Task prompt
Search the lines of the records for the word "junction", and copy every line that has it.

#### Exercise inputs

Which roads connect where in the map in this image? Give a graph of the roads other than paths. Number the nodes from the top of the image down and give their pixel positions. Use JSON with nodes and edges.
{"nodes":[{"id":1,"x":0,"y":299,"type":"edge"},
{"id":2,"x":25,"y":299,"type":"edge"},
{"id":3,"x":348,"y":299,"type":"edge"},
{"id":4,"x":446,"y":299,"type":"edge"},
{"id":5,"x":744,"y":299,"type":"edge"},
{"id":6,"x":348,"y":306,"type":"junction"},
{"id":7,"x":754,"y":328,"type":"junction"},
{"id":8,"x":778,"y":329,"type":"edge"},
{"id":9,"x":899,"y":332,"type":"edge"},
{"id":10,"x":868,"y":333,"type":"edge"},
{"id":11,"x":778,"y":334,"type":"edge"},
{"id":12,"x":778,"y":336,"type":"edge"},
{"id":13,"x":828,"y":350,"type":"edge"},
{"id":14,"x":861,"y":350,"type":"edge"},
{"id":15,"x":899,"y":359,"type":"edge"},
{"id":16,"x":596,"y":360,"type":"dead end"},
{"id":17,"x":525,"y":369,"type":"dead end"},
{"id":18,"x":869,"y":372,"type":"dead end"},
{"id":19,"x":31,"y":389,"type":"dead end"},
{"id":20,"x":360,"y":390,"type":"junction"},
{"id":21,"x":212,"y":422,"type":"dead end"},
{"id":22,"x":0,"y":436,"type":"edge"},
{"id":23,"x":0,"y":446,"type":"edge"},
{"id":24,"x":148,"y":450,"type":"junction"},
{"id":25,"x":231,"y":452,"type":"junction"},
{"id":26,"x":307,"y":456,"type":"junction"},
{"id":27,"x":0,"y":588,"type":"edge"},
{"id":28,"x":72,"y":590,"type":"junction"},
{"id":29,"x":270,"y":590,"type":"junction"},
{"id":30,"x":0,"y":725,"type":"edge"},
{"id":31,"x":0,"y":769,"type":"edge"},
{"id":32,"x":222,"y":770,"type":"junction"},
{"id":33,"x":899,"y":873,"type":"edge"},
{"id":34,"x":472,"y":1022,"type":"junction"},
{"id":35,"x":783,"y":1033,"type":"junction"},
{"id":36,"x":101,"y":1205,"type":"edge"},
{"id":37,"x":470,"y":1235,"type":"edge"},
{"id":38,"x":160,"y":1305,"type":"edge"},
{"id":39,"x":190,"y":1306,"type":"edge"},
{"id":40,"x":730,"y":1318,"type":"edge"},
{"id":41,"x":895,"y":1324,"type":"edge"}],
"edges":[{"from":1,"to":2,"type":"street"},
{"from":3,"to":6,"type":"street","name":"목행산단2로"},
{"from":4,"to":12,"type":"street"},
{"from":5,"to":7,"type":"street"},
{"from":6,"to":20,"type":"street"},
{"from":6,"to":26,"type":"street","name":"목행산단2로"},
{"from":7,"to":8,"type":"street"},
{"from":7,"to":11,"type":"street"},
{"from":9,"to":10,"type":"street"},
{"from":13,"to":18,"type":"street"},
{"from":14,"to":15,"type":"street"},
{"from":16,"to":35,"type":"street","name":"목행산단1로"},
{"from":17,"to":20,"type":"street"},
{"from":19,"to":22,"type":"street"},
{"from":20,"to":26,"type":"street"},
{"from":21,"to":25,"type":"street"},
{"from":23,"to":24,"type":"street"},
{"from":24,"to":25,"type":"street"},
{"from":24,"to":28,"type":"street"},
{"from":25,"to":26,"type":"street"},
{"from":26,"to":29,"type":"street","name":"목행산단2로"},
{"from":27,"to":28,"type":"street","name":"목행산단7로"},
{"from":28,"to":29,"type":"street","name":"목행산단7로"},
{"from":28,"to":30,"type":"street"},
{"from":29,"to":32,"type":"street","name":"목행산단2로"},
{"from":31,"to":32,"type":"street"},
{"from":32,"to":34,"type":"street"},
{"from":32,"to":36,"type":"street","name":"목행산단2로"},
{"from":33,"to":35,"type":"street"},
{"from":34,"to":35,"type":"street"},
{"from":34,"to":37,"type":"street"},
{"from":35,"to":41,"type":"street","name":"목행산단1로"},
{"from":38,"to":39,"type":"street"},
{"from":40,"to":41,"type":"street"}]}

########

Expected answer
{"id":6,"x":348,"y":306,"type":"junction"},
{"id":7,"x":754,"y":328,"type":"junction"},
{"id":20,"x":360,"y":390,"type":"junction"},
{"id":24,"x":148,"y":450,"type":"junction"},
{"id":25,"x":231,"y":452,"type":"junction"},
{"id":26,"x":307,"y":456,"type":"junction"},
{"id":28,"x":72,"y":590,"type":"junction"},
{"id":29,"x":270,"y":590,"type":"junction"},
{"id":32,"x":222,"y":770,"type":"junction"},
{"id":34,"x":472,"y":1022,"type":"junction"},
{"id":35,"x":783,"y":1033,"type":"junction"},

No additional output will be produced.